Nel romanzo è davvero significativa e pregnante la presenza delle donne (la madre di Ala che in punto di morte affida il suo bambino di 10 anni a un compaesano che parte per il Lombardo Veneto, la maestra di Trento che scrive per gli altri, la prostituta di Verona, la ragazza della birreria di Salisburgo, le cinque sorelle Cestari (rimaste nubili, che vivono insieme e che formano un invincibile “esercito della salvezza” a supporto dell’unica sorella sposata, del cognato e dei due nipoti), altre donne ribelli e sottomesse, acculturate e ignoranti, grandi lavoratrici in proprio o sotto padrone, innamorate, ingannate, coraggiose e perdenti)… Un intero universo di donne che vivono con intensità i ruoli ancestrali e quello che la vita riserva loro.
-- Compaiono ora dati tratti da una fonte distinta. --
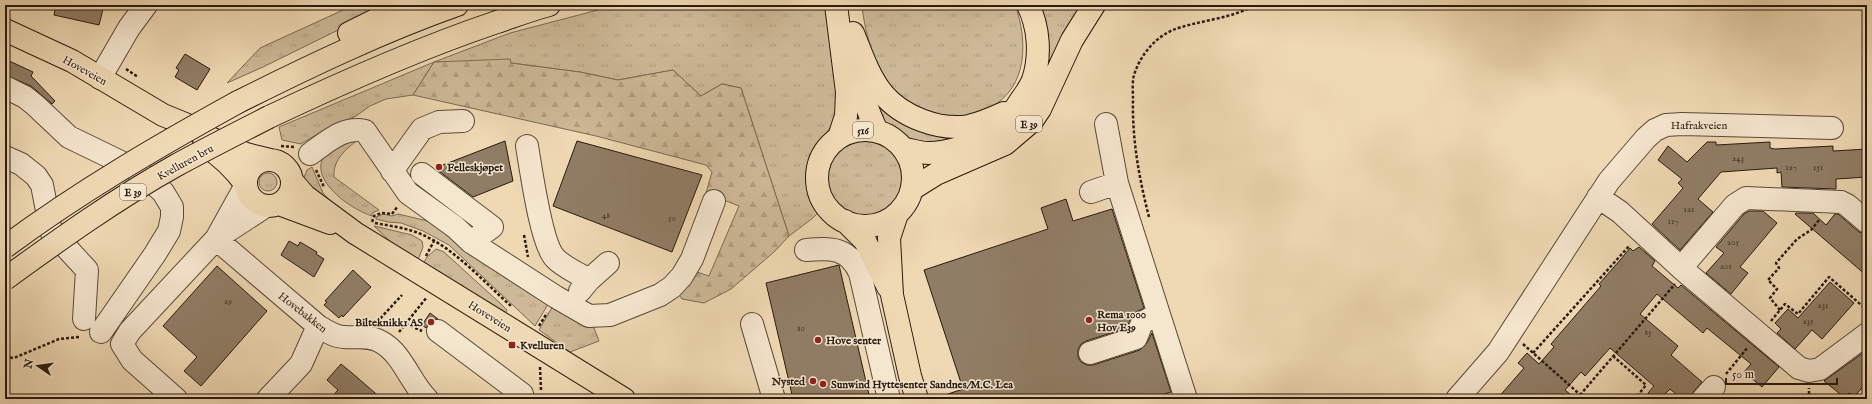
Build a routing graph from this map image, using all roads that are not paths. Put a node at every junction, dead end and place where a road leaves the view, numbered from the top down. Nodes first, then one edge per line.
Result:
1 (146, 5) edge
2 (406, 5) edge
3 (457, 5) edge
4 (549, 5) edge
5 (836, 5) edge
6 (850, 5) edge
7 (1028, 5) edge
8 (1094, 5) edge
9 (5, 30) edge
10 (853, 33) junction
11 (100, 78) junction
12 (5, 87) edge
13 (238, 102) junction
14 (1016, 107) junction
15 (163, 115) junction
16 (463, 121) dead end
17 (1106, 124) dead end
18 (1832, 128) dead end
19 (877, 131) junction
20 (839, 137) junction
21 (527, 146) dead end
22 (904, 149) junction
23 (274, 153) junction
24 (310, 154) road end
25 (5, 157) edge
26 (392, 171) junction
27 (422, 174) dead end
28 (292, 182) junction
29 (1116, 183) junction
30 (246, 185) junction
31 (912, 189) junction
32 (1091, 192) dead end
33 (1598, 198) junction
34 (714, 201) dead end
35 (272, 205) junction
36 (896, 214) junction
37 (845, 221) junction
38 (1867, 222) edge
39 (360, 226) junction
40 (216, 239) junction
41 (471, 242) junction
42 (5, 247) edge
43 (806, 250) dead end
44 (608, 264) dead end
45 (1683, 270) junction
46 (5, 279) edge
47 (589, 280) junction
48 (892, 296) junction
49 (570, 304) junction
50 (1158, 314) junction
51 (752, 324) dead end
52 (318, 326) junction
53 (438, 331) dead end
54 (101, 332) junction
55 (1867, 334) edge
56 (122, 344) junction
57 (1090, 353) dead end
58 (1185, 394) edge
59 (532, 395) edge
60 (176, 399) edge
61 (268, 399) edge
62 (427, 399) edge
63 (624, 399) edge
64 (774, 399) edge
65 (889, 399) edge
66 (917, 399) edge
67 (1457, 399) edge

1 - 11 street
2 - 13 main road, E 39
3 - 13 main road, E 39
4 - 46 main road, Kvelluren bru / E 39, bridge
5 - 20 main road, 516
6 - 10 main road, 516
7 - 14 main road, E 39
8 - 31 main road, E 39
9 - 11 main road, Hoveveien
10 - 14 main road, E 39
10 - 19 main road, 516
11 - 15 main road, Hoveveien
12 - 54 street
13 - 42 main road, E 39, bridge
14 - 22 main road, E 39
15 - 23 main road, Hoveveien
15 - 30 main road, Hoveveien
16 - 26 street
17 - 29 street
18 - 33 street, Hafrakveien
19 - 20 main road, 516
19 - 22 main road, 516
20 - 37 main road, 516
21 - 47 street
22 - 31 main road, 516
23 - 28 main road
23 - 30 main road
24 - 26 street
25 - 54 street
26 - 41 street
27 - 41 street
28 - 35 main road
28 - 39 main road, Hoveveien
29 - 32 street
29 - 50 street
30 - 35 main road
30 - 40 street
31 - 36 main road, 516
33 - 45 street
33 - 67 street, Hafrakveien
34 - 49 street
35 - 39 main road, Hoveveien
35 - 40 street
36 - 37 main road, 516
36 - 48 main road
37 - 48 main road
38 - 45 street
39 - 63 main road, Hoveveien
40 - 52 street, Hovebakken
40 - 56 street
41 - 49 street
43 - 65 street
44 - 47 street
45 - 55 street
47 - 49 street
48 - 66 main road
50 - 57 street
50 - 58 street
51 - 64 street
52 - 61 street
52 - 62 street, Hovebakken
53 - 59 street
54 - 56 street
56 - 60 street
Fra tutte spicca Valeria (una delle protagoniste principali), sempre lontana dal nucleo familiare (perché a servizio - fin da quando aveva 15 anni, prima a Trento e poi a Firenze e a Roma - dei suoi padroni irredentisti e amici di Cesare Battisti), ma sempre presente nel pensiero dei familiari rimasti a Trento o emigrati in Argentina e comunque destinataria di molte lettere. E tocca proprio a Valeria chiudere il cerchio della saga familiare nelle ultime pagine del libro, nelle quali sembra cedere il passo ad una nuova era e consegnare l’eredità dei ricordi ai posteri e soprattutto al pronipote che sta per nascere: infatti, oltre a dargli il primo benvenuto al mondo, quasi lo “elegge” futuro depositario della storia orale dei Libera con la speranza che prima o poi sappia trasformarla in traccia scritta.
Nelle storie narrate in “Gente Libera” si nota costantemente la presenza e l’apporto della Chiesa, che influenza la vita di tutti i protagonisti, sia in positivo che in negativo. Infatti l’autore mette in risalto frati, parroci, suore che ascoltano, accolgono, aiutano, risolvono; ma anche preti scostanti e vescovi altezzosi. Ad esempio, Giovanni Battista Libera disprezza “i cappellani militari che in Galizia prima benedicono i fanti mandati al massacro in battaglia e che subito dopo prendono il caffè con i generali”, ma quando è emigrato in Argentina nota che “il Vaticano qui è molto lontano, il vescovo non si comporta come un mezzo sovrano, i preti dicono messa in chiese modeste e sono tutti alla mano”. In tutto il romanzo traspare l’importanza della scrittura e la musicalità della lingua italiana (la lingua materna di tutti i protagonisti, nati in Trentino ai tempi di Cecco Beppe); traspare soprattutto la necessità del saper scrivere lettere da parte di chi non ebbe, in quei tempi, altro mezzo per comunicare con i propri cari, con quelli cioè che furono allontanati da guerre, emigrazione e vicende varie.
Degna di nota è infine la capacità dell’autore di sdrammatizzare spesso con toni leggeri i fatti pesanti capitati ai protagonisti (due esempi: “Caro ragazzo, il signor Colera è un assassino che gira per i paesi e colpisce alla cieca, ma poi si può stancare per anni.”. Oppure: “Non ho ancora capito, mamma, che mestiere facesse in strada - e soprattutto di notte - la Lorena prima di maritarsi.”).